Excerpts from a dataset »
○ ○ ○

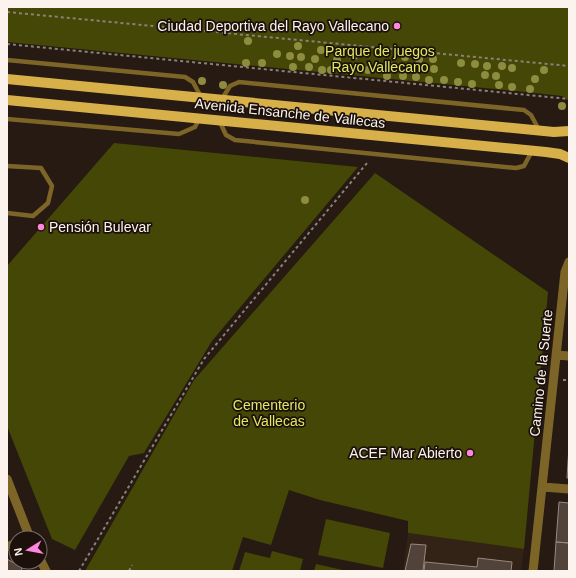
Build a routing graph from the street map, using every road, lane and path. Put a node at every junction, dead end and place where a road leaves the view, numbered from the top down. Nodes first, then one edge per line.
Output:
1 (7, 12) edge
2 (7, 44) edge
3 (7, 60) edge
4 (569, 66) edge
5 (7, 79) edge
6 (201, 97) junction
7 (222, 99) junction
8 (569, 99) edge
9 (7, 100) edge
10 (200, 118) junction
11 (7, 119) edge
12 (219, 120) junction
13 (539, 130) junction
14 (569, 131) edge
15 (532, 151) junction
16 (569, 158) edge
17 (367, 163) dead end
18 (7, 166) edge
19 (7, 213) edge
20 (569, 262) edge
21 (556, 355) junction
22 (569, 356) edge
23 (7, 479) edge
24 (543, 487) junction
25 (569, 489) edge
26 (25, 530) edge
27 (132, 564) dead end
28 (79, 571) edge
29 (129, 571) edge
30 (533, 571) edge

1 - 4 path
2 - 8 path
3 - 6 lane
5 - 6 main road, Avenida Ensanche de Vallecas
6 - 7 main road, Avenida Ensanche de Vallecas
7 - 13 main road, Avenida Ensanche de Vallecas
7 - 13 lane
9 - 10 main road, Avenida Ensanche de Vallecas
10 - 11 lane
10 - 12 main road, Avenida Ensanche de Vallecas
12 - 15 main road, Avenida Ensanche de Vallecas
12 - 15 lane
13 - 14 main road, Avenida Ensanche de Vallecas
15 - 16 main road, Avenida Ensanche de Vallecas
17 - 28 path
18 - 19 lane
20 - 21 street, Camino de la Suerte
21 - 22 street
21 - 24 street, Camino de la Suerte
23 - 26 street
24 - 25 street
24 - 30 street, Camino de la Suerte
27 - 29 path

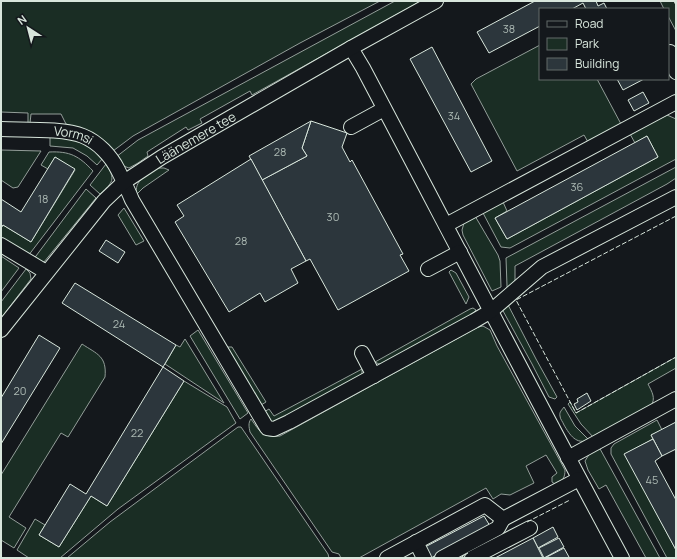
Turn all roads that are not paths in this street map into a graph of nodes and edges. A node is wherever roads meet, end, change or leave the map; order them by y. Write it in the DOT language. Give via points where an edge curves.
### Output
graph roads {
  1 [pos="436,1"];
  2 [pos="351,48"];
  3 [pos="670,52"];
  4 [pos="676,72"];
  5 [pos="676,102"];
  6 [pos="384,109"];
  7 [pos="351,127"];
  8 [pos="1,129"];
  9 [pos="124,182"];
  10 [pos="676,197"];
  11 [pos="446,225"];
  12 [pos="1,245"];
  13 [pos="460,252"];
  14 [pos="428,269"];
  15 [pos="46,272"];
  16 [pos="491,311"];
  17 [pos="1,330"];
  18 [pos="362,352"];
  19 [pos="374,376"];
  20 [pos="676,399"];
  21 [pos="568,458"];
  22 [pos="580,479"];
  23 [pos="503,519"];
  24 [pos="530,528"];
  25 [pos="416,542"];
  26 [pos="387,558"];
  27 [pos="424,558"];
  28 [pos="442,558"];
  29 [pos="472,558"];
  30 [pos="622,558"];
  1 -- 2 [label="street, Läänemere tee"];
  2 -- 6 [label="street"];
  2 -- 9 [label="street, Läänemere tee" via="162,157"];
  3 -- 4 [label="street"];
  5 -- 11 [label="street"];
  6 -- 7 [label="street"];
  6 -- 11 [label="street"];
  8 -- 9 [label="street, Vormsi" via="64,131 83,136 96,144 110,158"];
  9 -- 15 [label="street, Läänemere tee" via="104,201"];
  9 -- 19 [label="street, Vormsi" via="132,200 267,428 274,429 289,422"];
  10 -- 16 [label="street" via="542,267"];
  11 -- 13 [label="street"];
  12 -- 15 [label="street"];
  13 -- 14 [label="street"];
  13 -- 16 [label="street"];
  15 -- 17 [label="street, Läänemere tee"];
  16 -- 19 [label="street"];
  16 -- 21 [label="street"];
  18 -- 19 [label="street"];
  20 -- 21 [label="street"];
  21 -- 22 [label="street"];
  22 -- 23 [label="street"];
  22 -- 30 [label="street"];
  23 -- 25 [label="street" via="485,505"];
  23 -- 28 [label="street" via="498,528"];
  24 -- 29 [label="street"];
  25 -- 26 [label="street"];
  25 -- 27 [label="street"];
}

○ ○ ○

About this task » Without the pictures, retype all of the data above exactly.

Written response »
Build a routing graph from the street map, using every road, lane and path. Put a node at every junction, dead end and place where a road leaves the view, numbered from the top down. Nodes first, then one edge per line.
Output:
1 (7, 12) edge
2 (7, 44) edge
3 (7, 60) edge
4 (569, 66) edge
5 (7, 79) edge
6 (201, 97) junction
7 (222, 99) junction
8 (569, 99) edge
9 (7, 100) edge
10 (200, 118) junction
11 (7, 119) edge
12 (219, 120) junction
13 (539, 130) junction
14 (569, 131) edge
15 (532, 151) junction
16 (569, 158) edge
17 (367, 163) dead end
18 (7, 166) edge
19 (7, 213) edge
20 (569, 262) edge
21 (556, 355) junction
22 (569, 356) edge
23 (7, 479) edge
24 (543, 487) junction
25 (569, 489) edge
26 (25, 530) edge
27 (132, 564) dead end
28 (79, 571) edge
29 (129, 571) edge
30 (533, 571) edge

1 - 4 path
2 - 8 path
3 - 6 lane
5 - 6 main road, Avenida Ensanche de Vallecas
6 - 7 main road, Avenida Ensanche de Vallecas
7 - 13 main road, Avenida Ensanche de Vallecas
7 - 13 lane
9 - 10 main road, Avenida Ensanche de Vallecas
10 - 11 lane
10 - 12 main road, Avenida Ensanche de Vallecas
12 - 15 main road, Avenida Ensanche de Vallecas
12 - 15 lane
13 - 14 main road, Avenida Ensanche de Vallecas
15 - 16 main road, Avenida Ensanche de Vallecas
17 - 28 path
18 - 19 lane
20 - 21 street, Camino de la Suerte
21 - 22 street
21 - 24 street, Camino de la Suerte
23 - 26 street
24 - 25 street
24 - 30 street, Camino de la Suerte
27 - 29 path

Turn all roads that are not paths in this street map into a graph of nodes and edges. A node is wherever roads meet, end, change or leave the map; order them by y. Write it in the DOT language. Give via points where an edge curves.
### Output
graph roads {
  1 [pos="436,1"];
  2 [pos="351,48"];
  3 [pos="670,52"];
  4 [pos="676,72"];
  5 [pos="676,102"];
  6 [pos="384,109"];
  7 [pos="351,127"];
  8 [pos="1,129"];
  9 [pos="124,182"];
  10 [pos="676,197"];
  11 [pos="446,225"];
  12 [pos="1,245"];
  13 [pos="460,252"];
  14 [pos="428,269"];
  15 [pos="46,272"];
  16 [pos="491,311"];
  17 [pos="1,330"];
  18 [pos="362,352"];
  19 [pos="374,376"];
  20 [pos="676,399"];
  21 [pos="568,458"];
  22 [pos="580,479"];
  23 [pos="503,519"];
  24 [pos="530,528"];
  25 [pos="416,542"];
  26 [pos="387,558"];
  27 [pos="424,558"];
  28 [pos="442,558"];
  29 [pos="472,558"];
  30 [pos="622,558"];
  1 -- 2 [label="street, Läänemere tee"];
  2 -- 6 [label="street"];
  2 -- 9 [label="street, Läänemere tee" via="162,157"];
  3 -- 4 [label="street"];
  5 -- 11 [label="street"];
  6 -- 7 [label="street"];
  6 -- 11 [label="street"];
  8 -- 9 [label="street, Vormsi" via="64,131 83,136 96,144 110,158"];
  9 -- 15 [label="street, Läänemere tee" via="104,201"];
  9 -- 19 [label="street, Vormsi" via="132,200 267,428 274,429 289,422"];
  10 -- 16 [label="street" via="542,267"];
  11 -- 13 [label="street"];
  12 -- 15 [label="street"];
  13 -- 14 [label="street"];
  13 -- 16 [label="street"];
  15 -- 17 [label="street, Läänemere tee"];
  16 -- 19 [label="street"];
  16 -- 21 [label="street"];
  18 -- 19 [label="street"];
  20 -- 21 [label="street"];
  21 -- 22 [label="street"];
  22 -- 23 [label="street"];
  22 -- 30 [label="street"];
  23 -- 25 [label="street" via="485,505"];
  23 -- 28 [label="street" via="498,528"];
  24 -- 29 [label="street"];
  25 -- 26 [label="street"];
  25 -- 27 [label="street"];
}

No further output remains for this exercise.